The Remarkable Rescue

  • Jamie Dimon contacted Larry Fink for advice on acquiring Bear Stearn.
  • BlackRock helped rescue AIG and was practically behind every major deal during 2008.
  • From the wreckage of the 08 disaster, one business would explode - ETF's.

ETF's Take Over

  • Social media enables virtually frictionless mass communication and fast flow of information; this change will fundamentally alter finance.
  • ETF's became the best way to build wealth for investors, and BlackRock was already acquiring them in 2009.
  • Burton Malkiel proposes that a market is essentially random and therefore unbeatable. The only rational thing to do is putting money in everything.

Conclusion

  • After starting with just $11 million dollars, John Bogle launched the first public index mutual fund in 1975, which tracked the movement of S&P 500.
  • In 1993, the first ETF SPDR came to life.

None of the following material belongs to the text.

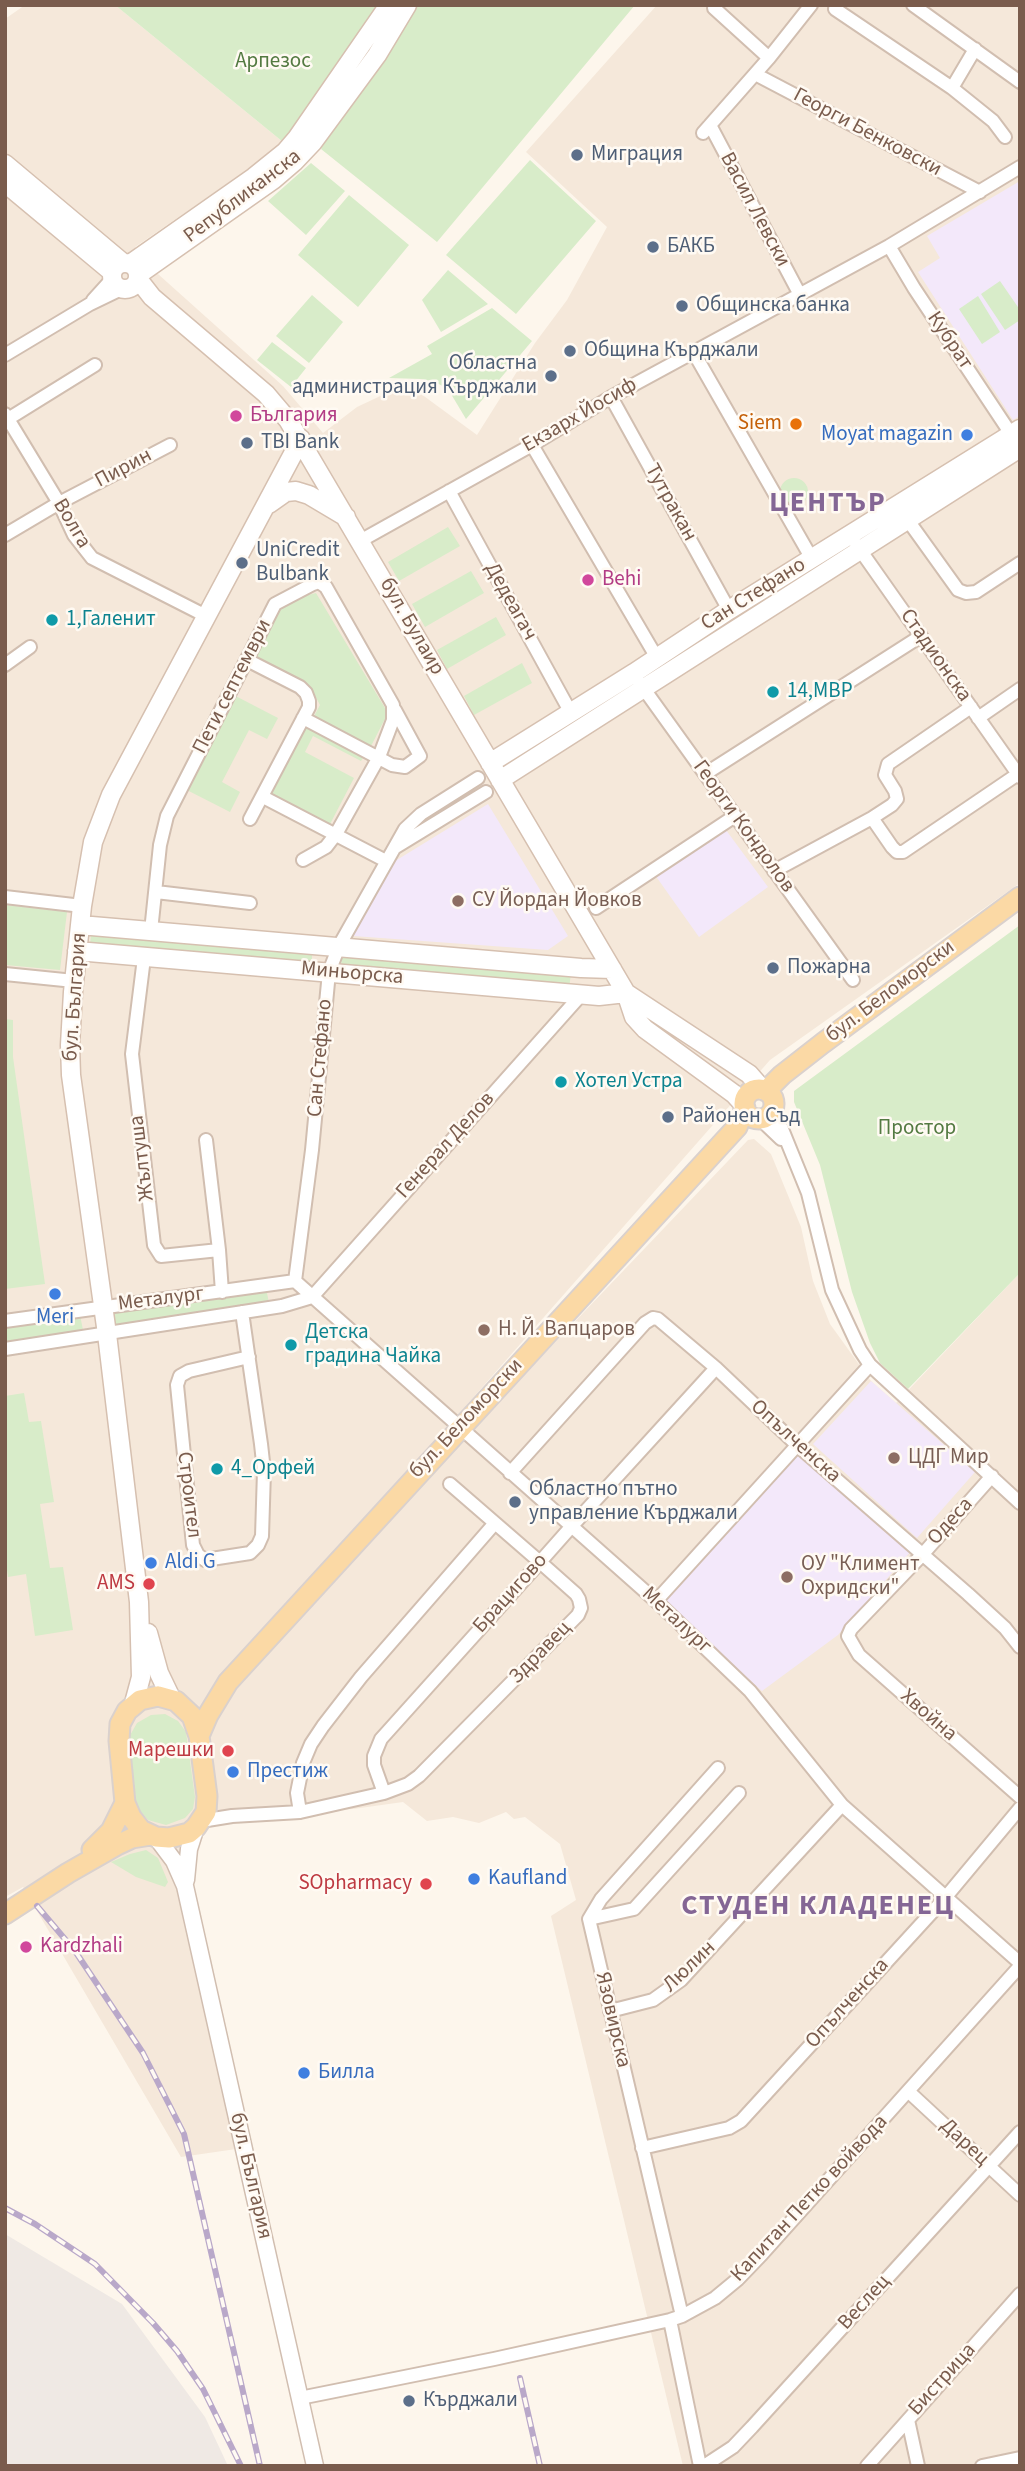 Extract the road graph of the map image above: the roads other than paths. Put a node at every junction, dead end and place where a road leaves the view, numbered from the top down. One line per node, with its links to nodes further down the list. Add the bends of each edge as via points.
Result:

BlackRock's Power and Influence

In this section, the speaker discusses how BlackRock controls nearly half of the ETFs in America and has become the major shareholder in almost every public company out there.

BlackRock's Success

  • BlackRock raised $103 billion dollars in 2014 alone.
  • The firm has $50 billion invested in Lockheed Martin and Northrop Grumman each.
  • BlackRock is not a bank but an investment company that has become the most successful in the world.

Larry Fink's Power

  • Larry Fink, CEO of BlackRock, now has more potential power to influence the US economy than anyone else.
  • He is referred to as "the J.P. Morgan of the 21st century."
  • BlackRock is also the largest pension manager in Japan and Mexico where they recently acquired a company.

Corporate Stewardship Team

  • Over the last five years, BlackRock has built up their corporate stewardship team.
  • They believe there is less accountability at boards than there should be in global companies.
  • They have been asking companies to describe their long-term plan and review it with their board.

Exercising Power

  • With its immense power provided by controlling ETFs, BlackRock can start exercising its influence on companies' boards.

There are two sections with music playing that do not contain any relevant information.